TASK ITEM: Each line of the data below that includes the string "حاتم" must be copied.

ENTRIES PROVIDED:
·····

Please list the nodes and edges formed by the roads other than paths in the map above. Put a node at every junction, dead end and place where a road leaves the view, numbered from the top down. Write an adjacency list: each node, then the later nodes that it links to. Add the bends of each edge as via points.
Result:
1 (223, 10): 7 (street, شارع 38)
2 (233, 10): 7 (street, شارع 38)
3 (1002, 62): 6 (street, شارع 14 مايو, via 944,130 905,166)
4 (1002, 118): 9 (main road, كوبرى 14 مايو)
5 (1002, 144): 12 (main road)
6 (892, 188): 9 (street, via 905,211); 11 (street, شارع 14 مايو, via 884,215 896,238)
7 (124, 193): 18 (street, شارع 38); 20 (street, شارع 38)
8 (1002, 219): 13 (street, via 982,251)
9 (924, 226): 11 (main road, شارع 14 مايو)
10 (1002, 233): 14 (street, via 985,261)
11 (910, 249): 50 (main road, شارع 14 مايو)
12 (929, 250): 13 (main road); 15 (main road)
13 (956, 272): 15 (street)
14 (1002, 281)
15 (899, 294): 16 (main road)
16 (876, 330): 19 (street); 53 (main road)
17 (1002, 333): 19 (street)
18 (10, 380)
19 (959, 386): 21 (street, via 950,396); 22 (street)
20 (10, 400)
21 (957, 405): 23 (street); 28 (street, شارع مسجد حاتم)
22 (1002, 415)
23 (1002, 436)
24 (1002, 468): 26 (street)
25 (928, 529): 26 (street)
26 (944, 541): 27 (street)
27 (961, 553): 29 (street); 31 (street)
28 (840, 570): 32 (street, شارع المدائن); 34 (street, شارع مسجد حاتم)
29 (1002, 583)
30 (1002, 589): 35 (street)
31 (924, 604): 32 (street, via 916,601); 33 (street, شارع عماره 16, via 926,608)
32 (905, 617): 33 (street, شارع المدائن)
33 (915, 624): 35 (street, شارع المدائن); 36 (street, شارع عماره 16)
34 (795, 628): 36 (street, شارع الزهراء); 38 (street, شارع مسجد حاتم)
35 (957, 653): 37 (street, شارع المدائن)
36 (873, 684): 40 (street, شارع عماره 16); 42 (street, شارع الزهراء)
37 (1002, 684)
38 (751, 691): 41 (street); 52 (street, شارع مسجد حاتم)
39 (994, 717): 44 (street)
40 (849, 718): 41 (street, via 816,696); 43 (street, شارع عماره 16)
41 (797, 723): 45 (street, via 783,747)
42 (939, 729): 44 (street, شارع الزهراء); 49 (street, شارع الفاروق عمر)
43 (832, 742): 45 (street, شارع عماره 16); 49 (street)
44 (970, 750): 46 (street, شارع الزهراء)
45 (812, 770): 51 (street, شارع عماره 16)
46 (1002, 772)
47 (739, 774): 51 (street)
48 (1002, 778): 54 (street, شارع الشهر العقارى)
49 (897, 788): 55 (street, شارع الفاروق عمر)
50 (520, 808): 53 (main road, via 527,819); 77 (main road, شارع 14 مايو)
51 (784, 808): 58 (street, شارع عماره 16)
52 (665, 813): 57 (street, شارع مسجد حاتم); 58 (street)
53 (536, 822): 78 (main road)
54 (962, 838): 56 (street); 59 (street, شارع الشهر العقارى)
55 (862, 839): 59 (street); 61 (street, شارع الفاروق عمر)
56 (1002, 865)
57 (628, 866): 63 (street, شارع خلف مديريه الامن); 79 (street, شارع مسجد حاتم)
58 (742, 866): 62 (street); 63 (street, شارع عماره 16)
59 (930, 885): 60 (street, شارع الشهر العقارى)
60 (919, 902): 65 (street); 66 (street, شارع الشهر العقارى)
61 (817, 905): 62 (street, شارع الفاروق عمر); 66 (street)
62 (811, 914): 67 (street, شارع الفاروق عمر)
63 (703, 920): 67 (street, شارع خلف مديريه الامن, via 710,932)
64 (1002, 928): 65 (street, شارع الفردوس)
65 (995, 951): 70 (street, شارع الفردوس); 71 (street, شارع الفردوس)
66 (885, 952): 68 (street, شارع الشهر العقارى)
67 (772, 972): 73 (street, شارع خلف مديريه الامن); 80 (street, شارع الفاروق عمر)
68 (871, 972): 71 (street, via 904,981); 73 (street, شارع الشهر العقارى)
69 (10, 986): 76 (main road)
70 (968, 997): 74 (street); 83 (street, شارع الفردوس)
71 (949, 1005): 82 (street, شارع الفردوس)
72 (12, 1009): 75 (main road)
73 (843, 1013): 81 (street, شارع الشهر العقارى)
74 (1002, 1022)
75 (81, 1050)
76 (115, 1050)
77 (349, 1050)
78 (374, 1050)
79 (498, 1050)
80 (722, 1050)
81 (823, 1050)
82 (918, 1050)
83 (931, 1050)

·····

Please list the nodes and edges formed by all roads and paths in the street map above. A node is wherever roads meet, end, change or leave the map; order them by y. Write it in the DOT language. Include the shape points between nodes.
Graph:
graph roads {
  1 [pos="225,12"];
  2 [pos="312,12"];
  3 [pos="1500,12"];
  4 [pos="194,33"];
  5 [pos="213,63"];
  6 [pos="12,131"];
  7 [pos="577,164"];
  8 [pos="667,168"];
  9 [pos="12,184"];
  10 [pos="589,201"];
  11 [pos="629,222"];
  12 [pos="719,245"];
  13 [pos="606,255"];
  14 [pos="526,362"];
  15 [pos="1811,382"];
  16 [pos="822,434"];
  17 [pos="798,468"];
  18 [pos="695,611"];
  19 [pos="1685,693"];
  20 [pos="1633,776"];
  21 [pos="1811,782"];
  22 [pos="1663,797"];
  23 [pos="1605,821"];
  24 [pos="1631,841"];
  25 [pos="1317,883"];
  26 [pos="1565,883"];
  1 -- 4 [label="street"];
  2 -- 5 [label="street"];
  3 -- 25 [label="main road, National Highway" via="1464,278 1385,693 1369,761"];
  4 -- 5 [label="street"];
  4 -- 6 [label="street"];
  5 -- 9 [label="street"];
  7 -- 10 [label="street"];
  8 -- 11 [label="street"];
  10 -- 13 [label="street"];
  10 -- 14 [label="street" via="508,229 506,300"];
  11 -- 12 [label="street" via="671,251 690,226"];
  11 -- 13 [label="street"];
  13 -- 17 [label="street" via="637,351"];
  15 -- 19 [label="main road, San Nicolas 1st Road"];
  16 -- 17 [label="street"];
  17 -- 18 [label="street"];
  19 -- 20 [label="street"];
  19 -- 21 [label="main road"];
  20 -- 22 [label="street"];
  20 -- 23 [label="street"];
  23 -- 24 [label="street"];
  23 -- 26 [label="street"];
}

·····

SOLUTION FOR THIS TASK:
21 (957, 405): 23 (street); 28 (street, شارع مسجد حاتم)
28 (840, 570): 32 (street, شارع المدائن); 34 (street, شارع مسجد حاتم)
34 (795, 628): 36 (street, شارع الزهراء); 38 (street, شارع مسجد حاتم)
38 (751, 691): 41 (street); 52 (street, شارع مسجد حاتم)
52 (665, 813): 57 (street, شارع مسجد حاتم); 58 (street)
57 (628, 866): 63 (street, شارع خلف مديريه الامن); 79 (street, شارع مسجد حاتم)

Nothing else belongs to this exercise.